ISSN : 2266-6060

Welcome to the machine

aerescyborg

Paris, juillet 2010.

Avant d’entrer dans ce bâtiment tu avais déjà entendu beaucoup de choses sur cette organisation : combien elle est mauvaise pour la communauté scientifique française, combien elle est dangereuse pour la recherche innovante et créative, combien elle est contraignante pour l’autonomie des universités… La première chose que tu as vue dans le hall d’entrée était cet écriteau souhaitant la bienvenue de la part de l’AERES. Il n’y avait pas de doute, elle existait bel et bien, et pouvait être polie en certaines occasions. Et ce message de bienvenue en disait plus que ce à quoi on s’attend habituellement. Comme les ethnométhodologues et les pragmatistes te l’ont appris, un acteur collectif n’existe jamais une fois pour toutes. Ta principale tâche était d’explorer en deçà de cet agrégat cohérent. Tu as alors essayé de comprendre les divers éléments et agencements qui permettent son unité dans des situations spécifiques.
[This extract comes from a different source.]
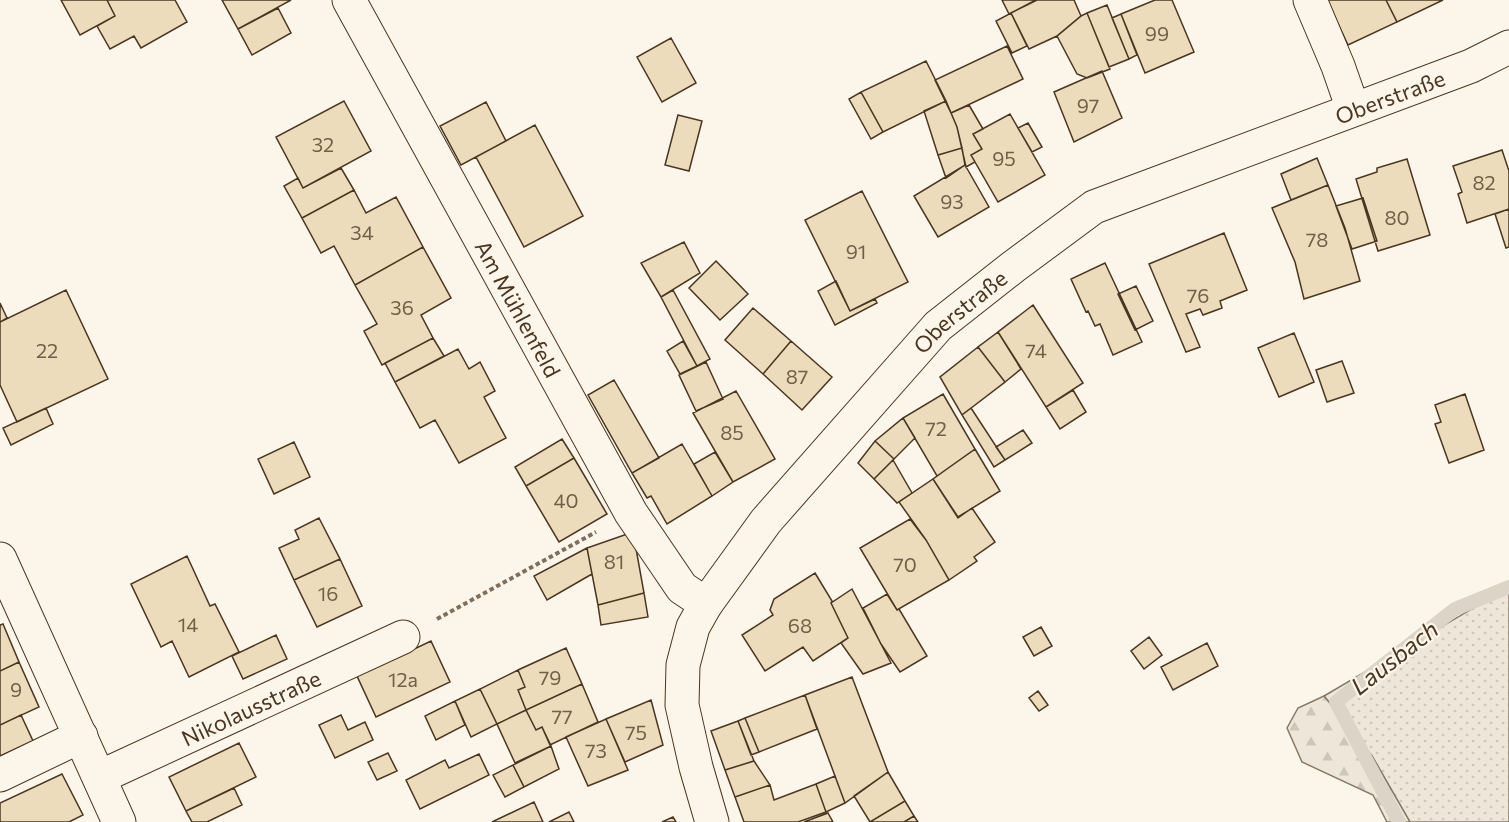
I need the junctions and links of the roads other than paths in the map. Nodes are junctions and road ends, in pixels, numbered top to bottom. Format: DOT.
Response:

Après plusieurs mois à assister à divers types de réunions, à mener des entretiens avec différentes personnes, à lire des versions intermédiaires de documents, et même à organiser un séminaire sur l’évaluation de la recherche, le message de bienvenue demeurait intriguant.
Ce n’est que très récemment, plusieurs années après avoir terminé l’enquête de terrain, que ce message a résonné d’une toute autre manière. Après que la ministre de la recherche et l’éducation ait annoncé un changement radical dans la politique d’évaluation de la recherche, un rapport a été commandé pour fournir un panorama des pratiques d’évaluation de la recherche et formuler des propositions quant à l’organisation de la future institution : le “Haut Conseil de l’évaluation de la recherche et de l’enseignement supérieur”. Lire ce rapport est une chose. Savoir qu’une des deux coauteures était membre de l’équipe initiale de l’AERES en 2008 en est une autre qui en dit long sur l’inertie du gouvernement. Le message de bienvenue pourrait ainsi augurer une sorte de résurrection. Et pas forcément la meilleure que l’on puisse attendre. L’AERES est morte; vive l’HC/AERES. Change juste le nom et le genre, en passant d’une Agence à un Haut Conseil, et tu seras le témoin (sans modestie aucune) d’un magnifique cyborg si bien dépeint par Donna Haraway.